Nullité de la saisie conservatoire ordonnée par le Président du Tribunal de commerce : quand l’avocat plaidant signe la requête à la place de l’avocat postulant

Case Study, Droit bancaire

Dans le cadre d’un litige relatif à un contrat de prêt, le Cabinet LE BOT défendait les intérêts d’une société faisant l’objet d’une saisie conservatoire sur son compte bancaire, à hauteur d’un million d’euros.

À l’occasion de cette procédure, le Cabinet LE BOT a obtenu, devant la Cour d’appel de Paris, la nullité de l’ensemble de la procédure et, en conséquence, la mainlevée de la saisie conservatoire.

Les faits à l’origine du litige : un prêt d’un million d’euros

Une société avait souscrit un prêt, à hauteur d’un million d’euros, auprès d’un investisseur. À la suite du décès de ce dernier, ses héritiers avaient lancé une procédure de saisie conservatoire sur les comptes de la société, considérant que le prêt était nul.

Ils avaient obtenu, par ordonnance du Président du Tribunal de commerce de Paris, la saisie à titre conservatoire de la somme de 960.000 euros sur le compte bancaire de la société.

Pour contester la saisie, la société saisie soutenait notamment que la requête aux fins de saisie conservatoire était nulle, en raison d’un vice de fond, ce qui devait entraîner la nullité de toute la procédure et, partant, la mainlevée de la saisie conservatoire.

Déboutée en première instance devant le Président du Tribunal de commerce de Paris, la société saisie interjetait appel.

La nullité de la requête aux fins de saisie conservatoire : l’absence de signature de l’avocat constitué

La nullité de la requête se fondait sur la circonstance suivante : la requête était présentée au nom des héritiers par un avocat inscrit au barreau de Lyon, mentionné comme « avocat plaidant », mais la première page de la requête mentionnait également un avocat parisien « postulant », constitué pour les héritiers.

Or, la requête était signée par l’avocat plaidant.

Pour mieux comprendre en quoi cela était susceptible de constituer une nullité de la procédure, il convient de rappeler quelques règles propres à la procédure de saisie conservatoire.

L’article R511-1 du code des procédures civiles d’exécution dispose que « La demande d’autorisation prévue à l’article L. 511-1 est formée par requête ».
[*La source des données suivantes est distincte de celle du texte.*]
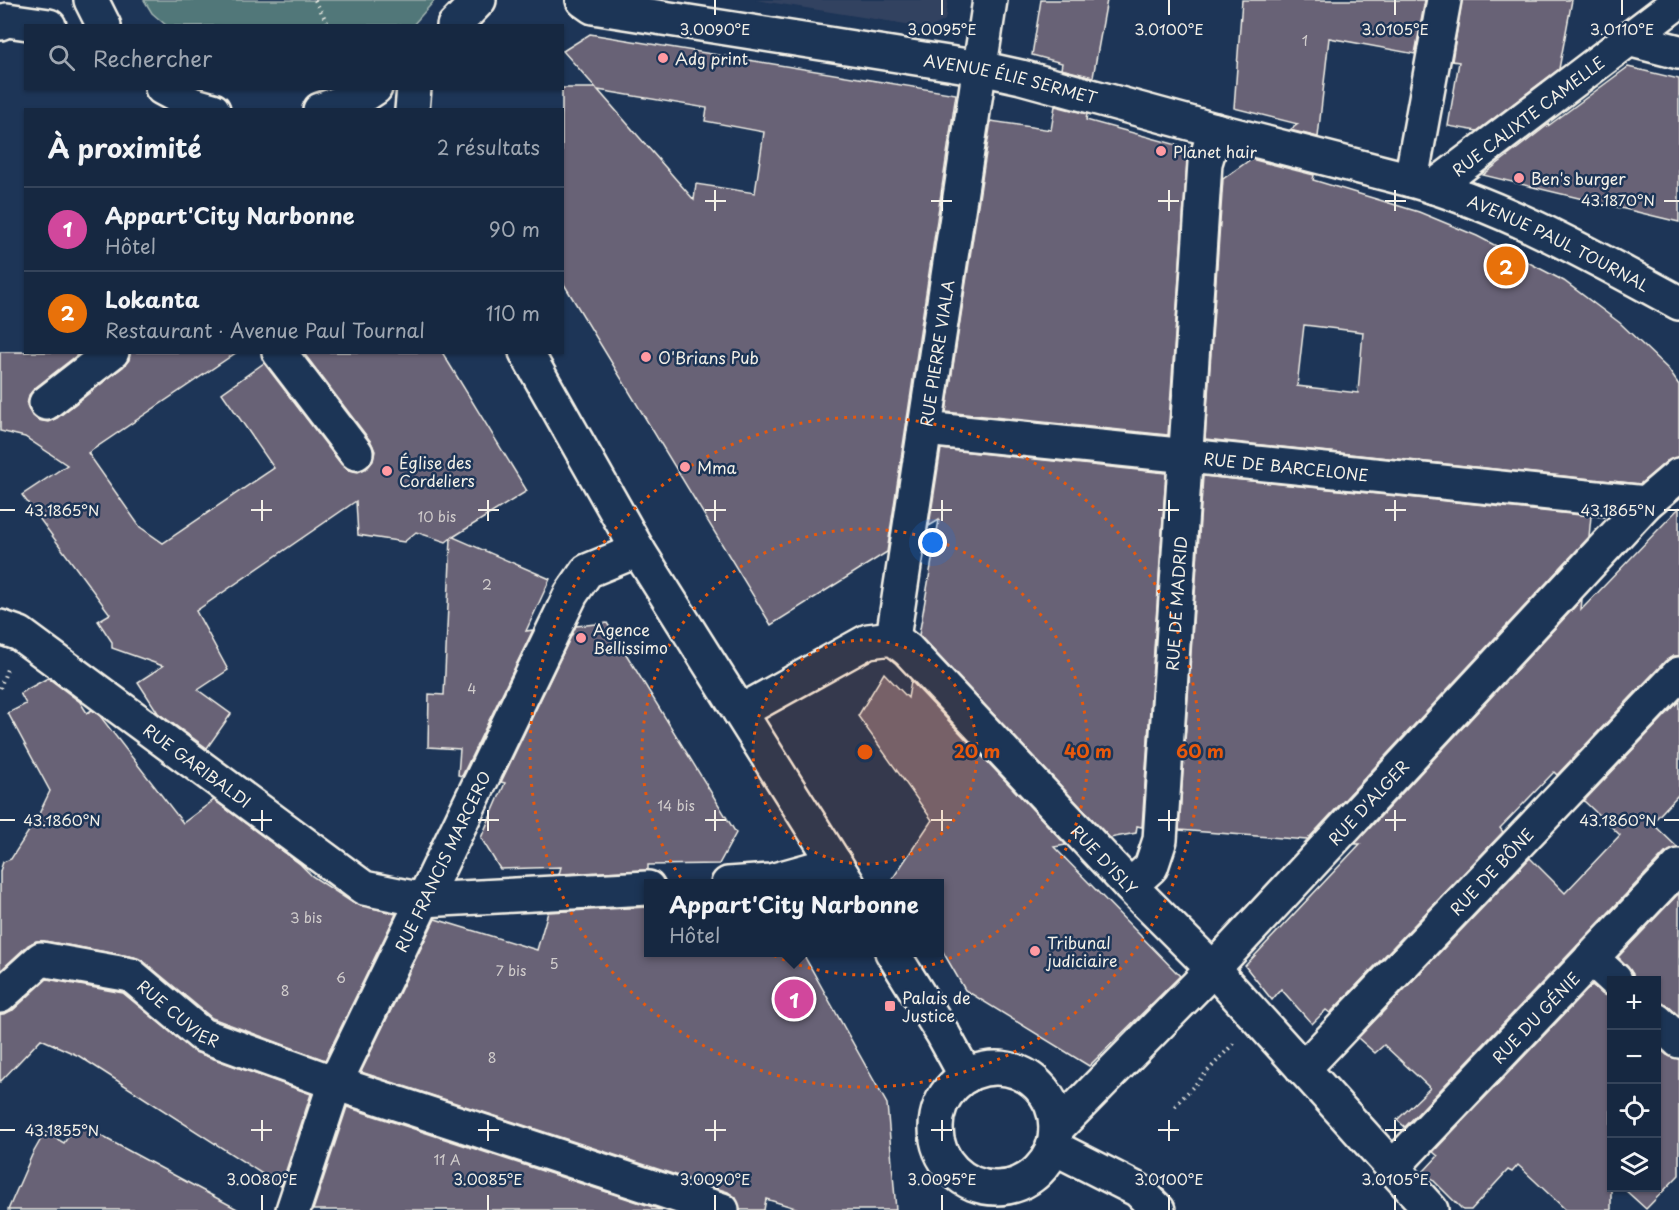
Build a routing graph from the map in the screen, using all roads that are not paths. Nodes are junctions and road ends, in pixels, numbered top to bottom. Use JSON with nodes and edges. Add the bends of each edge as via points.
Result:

L’article 57 du code de procédure civile dispose que la requête doit être signée, à peine de nullité.

L’article 853 du code de procédure civile dispose « Les parties sont, sauf disposition contraire, tenues de constituer avocat devant le tribunal de commerce ».

L’article 414 du code de procédure civile prévoit qu’« une partie n’est admise à se faire représenter que par une seule des personnes, physiques ou morales, habilitées par la loi ».

Enfin, l’article 117 du code de procédure civile dispose que « Constituent des irrégularités de fond affectant la validité de l’acte : Le défaut de capacité d’ester en justice ; Le défaut de pouvoir d’une partie ou d’une personne figurant au procès comme représentant soit d’une personne morale, soit d’une personne atteinte d’une incapacité d’exercice ; Le défaut de capacité ou de pouvoir d’une personne assurant la représentation d’une partie en justice ».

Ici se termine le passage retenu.